En un gran ejercicio de honestidad y apertura mental, estoy escribiendo este artículo como un ejercicio de autocrítica y de juicio sobre mis propios pensamientos y prejuicios.

Después de leer el magnífico libro «Filosofía para desconfiados» de Vico, un filósofo y escritor español, me detuve en el subtítulo «Perro pulgoso», que me hizo reflexionar profundamente. En él, Vico critica la opinión de los adultos sobre los jóvenes, a quienes señala como tremendamente injustos, sesgados y de pensamiento limitado, con una actitud de corta memoria y una absurda pretensión de no haber transitado por esa bella etapa. Señalamos a los jóvenes, imponiéndoles responsabilidades que, como adultos, soñamos con haber logrado, sin mirar ni recordar que los adultos de nuestro tiempo hicieron lo mismo con nosotros.

En una parte de este capítulo, el autor cita: «Estamos obligando a nuestros jóvenes a vivir en un mundo que odiamos haber heredado de nuestros mayores». Es decir, ahora somos nosotros quienes estamos heredando a los jóvenes un mundo que, como adultos, no estamos siendo capaces de cambiar; simplemente lo estamos pasando al costo, e incluso me atrevería a decir que con una dosis más de indolencia y petulancia de nuestra parte.

Más adelante en el texto, el autor continúa: «La amistad se convierte en un perro viejo y pulgoso que siempre se deja en tercer plano, relegado por el trabajo y las obligaciones sociales». Esto nos habla de la alienación individualista a la que con tanto gusto nos aferramos como tabla de salvación para protegernos de nuestro propio reflejo que son los demás, y que tanto miedo nos da.

Parafraseando lo que el buen Vico sugiere más adelante en ese mismo texto, cuando denunciamos, nos quejamos y nos indignamos por los «vicios» de la juventud, no estamos haciendo más que evidenciar nuestros propios fracasos como responsables de ellos. Hemos sido nosotros mismos quienes hemos educado, modelado y, en muchos momentos, solapado a la juventud. De niños, intentamos protegerlos de los monstruos de la escasez, el maltrato, la violencia, etc., y los fuimos metiendo en una absurda burbuja de cristal que luego nosotros mismos rompimos abruptamente, a jalones y tirones, exigiendo que se enfrentaran a la vida, como si al cumplir la mayoría de edad un mágico manto cayera sobre ellos con todos esos valores idealistas y teóricos que añoramos, pero que nosotros mismos no fuimos capaces de gestar.
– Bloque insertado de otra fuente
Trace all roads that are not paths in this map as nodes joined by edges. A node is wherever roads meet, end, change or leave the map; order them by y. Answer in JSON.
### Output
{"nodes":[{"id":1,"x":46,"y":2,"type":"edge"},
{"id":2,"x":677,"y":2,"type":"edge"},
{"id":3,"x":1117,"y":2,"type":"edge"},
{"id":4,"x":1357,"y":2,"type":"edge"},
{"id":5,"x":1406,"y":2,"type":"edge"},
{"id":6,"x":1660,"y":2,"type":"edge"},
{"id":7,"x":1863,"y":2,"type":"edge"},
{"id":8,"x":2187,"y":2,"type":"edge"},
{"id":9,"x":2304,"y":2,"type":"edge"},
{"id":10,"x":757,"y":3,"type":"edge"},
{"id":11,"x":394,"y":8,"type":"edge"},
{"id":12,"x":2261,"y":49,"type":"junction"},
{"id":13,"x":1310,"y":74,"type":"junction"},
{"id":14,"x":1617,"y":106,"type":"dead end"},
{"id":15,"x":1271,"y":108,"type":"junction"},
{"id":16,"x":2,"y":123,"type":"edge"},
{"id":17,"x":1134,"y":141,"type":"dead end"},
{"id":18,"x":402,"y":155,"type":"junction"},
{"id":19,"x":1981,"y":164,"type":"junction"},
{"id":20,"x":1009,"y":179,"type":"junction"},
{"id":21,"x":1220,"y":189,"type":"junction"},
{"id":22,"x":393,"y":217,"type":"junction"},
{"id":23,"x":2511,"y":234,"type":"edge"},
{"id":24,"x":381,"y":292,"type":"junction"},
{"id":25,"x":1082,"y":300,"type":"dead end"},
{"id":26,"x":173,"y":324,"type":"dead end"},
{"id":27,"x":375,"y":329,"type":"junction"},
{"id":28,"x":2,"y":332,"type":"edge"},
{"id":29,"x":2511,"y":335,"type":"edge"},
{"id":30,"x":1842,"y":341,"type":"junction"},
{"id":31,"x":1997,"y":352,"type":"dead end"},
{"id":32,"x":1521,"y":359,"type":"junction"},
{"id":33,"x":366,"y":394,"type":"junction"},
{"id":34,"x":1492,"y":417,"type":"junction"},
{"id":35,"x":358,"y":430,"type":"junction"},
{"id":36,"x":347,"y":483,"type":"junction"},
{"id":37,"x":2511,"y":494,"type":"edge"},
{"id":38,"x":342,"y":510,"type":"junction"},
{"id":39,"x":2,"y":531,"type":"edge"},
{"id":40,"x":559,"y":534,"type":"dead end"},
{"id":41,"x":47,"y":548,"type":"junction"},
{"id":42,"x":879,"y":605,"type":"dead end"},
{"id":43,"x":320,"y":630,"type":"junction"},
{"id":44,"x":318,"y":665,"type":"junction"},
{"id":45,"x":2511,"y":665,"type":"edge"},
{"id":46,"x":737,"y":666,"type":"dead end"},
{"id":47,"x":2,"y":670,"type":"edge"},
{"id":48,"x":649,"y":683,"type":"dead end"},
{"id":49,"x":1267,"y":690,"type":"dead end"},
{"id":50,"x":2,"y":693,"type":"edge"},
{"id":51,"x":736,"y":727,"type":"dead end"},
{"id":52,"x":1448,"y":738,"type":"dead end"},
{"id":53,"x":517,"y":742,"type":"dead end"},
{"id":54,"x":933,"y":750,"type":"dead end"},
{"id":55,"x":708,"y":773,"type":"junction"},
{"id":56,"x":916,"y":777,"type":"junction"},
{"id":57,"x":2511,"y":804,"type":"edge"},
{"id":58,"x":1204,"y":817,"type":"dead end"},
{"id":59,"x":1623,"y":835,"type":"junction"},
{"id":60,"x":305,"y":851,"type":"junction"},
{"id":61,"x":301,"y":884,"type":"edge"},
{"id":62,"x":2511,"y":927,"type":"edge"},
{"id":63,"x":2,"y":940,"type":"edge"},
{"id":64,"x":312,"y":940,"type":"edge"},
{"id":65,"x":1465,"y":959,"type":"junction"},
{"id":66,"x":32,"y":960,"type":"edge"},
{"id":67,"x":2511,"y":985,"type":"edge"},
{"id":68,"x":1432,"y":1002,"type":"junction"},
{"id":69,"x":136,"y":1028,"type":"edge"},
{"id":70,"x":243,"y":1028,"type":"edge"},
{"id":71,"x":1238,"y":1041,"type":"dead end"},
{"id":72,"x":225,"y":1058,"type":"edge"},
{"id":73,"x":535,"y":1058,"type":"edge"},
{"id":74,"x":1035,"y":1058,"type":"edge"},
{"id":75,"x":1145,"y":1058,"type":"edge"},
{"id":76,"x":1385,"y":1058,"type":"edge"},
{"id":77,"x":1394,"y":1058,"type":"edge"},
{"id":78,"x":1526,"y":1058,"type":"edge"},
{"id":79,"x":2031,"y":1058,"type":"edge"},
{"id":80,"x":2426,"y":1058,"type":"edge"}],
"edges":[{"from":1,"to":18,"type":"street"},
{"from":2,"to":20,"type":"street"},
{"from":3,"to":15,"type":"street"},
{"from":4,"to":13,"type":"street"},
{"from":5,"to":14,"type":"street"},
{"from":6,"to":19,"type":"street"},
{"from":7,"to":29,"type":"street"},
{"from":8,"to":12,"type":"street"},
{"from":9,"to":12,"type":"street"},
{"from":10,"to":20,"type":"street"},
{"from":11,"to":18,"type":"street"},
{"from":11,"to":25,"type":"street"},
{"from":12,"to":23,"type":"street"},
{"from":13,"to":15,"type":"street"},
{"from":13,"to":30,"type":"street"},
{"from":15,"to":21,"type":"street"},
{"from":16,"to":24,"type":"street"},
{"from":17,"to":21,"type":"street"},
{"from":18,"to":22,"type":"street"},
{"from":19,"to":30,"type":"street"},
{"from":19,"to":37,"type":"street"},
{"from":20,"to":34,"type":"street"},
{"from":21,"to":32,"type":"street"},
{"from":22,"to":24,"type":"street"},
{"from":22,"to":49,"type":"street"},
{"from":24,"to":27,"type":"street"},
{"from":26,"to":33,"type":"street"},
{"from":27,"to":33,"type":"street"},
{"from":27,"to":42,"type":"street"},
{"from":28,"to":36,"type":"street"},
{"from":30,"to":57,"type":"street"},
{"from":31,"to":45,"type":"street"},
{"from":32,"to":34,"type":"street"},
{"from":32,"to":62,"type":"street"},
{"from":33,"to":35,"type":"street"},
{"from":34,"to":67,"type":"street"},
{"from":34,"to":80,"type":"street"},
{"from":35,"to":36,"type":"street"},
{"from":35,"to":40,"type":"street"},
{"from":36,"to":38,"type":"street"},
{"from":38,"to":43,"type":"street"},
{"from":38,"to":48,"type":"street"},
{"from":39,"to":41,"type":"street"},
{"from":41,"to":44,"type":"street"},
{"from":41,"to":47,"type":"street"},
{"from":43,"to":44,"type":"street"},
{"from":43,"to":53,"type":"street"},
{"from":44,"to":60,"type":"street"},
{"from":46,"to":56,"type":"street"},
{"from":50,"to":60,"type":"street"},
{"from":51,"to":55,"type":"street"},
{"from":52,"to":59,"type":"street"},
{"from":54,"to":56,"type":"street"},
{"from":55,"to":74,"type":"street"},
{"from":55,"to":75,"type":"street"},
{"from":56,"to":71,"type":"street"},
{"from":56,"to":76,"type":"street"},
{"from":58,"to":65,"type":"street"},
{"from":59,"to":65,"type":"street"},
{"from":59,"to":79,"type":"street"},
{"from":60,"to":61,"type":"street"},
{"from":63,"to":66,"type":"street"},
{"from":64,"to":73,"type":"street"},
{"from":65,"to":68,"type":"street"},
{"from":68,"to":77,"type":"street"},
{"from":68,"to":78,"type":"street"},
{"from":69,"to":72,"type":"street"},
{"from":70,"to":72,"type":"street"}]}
En la consulta, es muy usual ver jóvenes confundidos. No porque sean tontos o incapaces de tomar decisiones por sí mismos, sino porque están en medio de diversas vorágines que los atrapan. Por un lado, la presión social, que a lo largo de la historia del hombre hace su trabajo, empujando en uno u otro sentido según el tipo de sociedad. Por otro lado, el «deber ser» que les exigen a gritos y sombrerazos los padres. Y por último, los sueños e ilusiones, a menudo exagerados por las redes sociales y la desinformación de internet, que les parecen lejanos e ilusorios.

Los adultos somos, por principio, modeladores que los jóvenes observan y siguen (queriendo o no) nuestros pasos. Somos nosotros quienes les ponemos la vara alta o baja, torcida o derecha. Somos nosotros, entonces, quienes debemos dar un paso atrás y revisar qué podemos modificar para preparar, modelar y apoyar a los jóvenes a hacer cambios conceptuales, filosóficos y éticos en su actuar en el mundo. Somos los adultos quienes tenemos la experiencia que nos dan los años y el bagaje para poder reflexionar y dilucidar los posibles caminos de cambio y los nuevos vientos que puedan llevar a puertos más deseables.

Ya por último, y para dejar en paz al buen Vico, en la parte final de este subtítulo se habla de amor y amistad, dos cuestiones que los adultos nos hemos encargado de desprestigiar por las experiencias «no gratas» que hemos vivido y por lo inhibidores que suelen ser los años, mermando la pasión por la otredad.

Este llamado a la reflexión y a la autocrítica como adultos puede abrirnos el paso a vivir una nueva juventud. No por los años, sino por el rejuvenecimiento de la mirada al mundo, un mundo que seguramente nos ha puesto de rodillas en muchas ocasiones, pero que si nos esforzamos en recordar, también nos ha dado los cielos y las estrellas. Por lo tanto, bien vale la pena experimentar una juventud voluntaria y sin edades.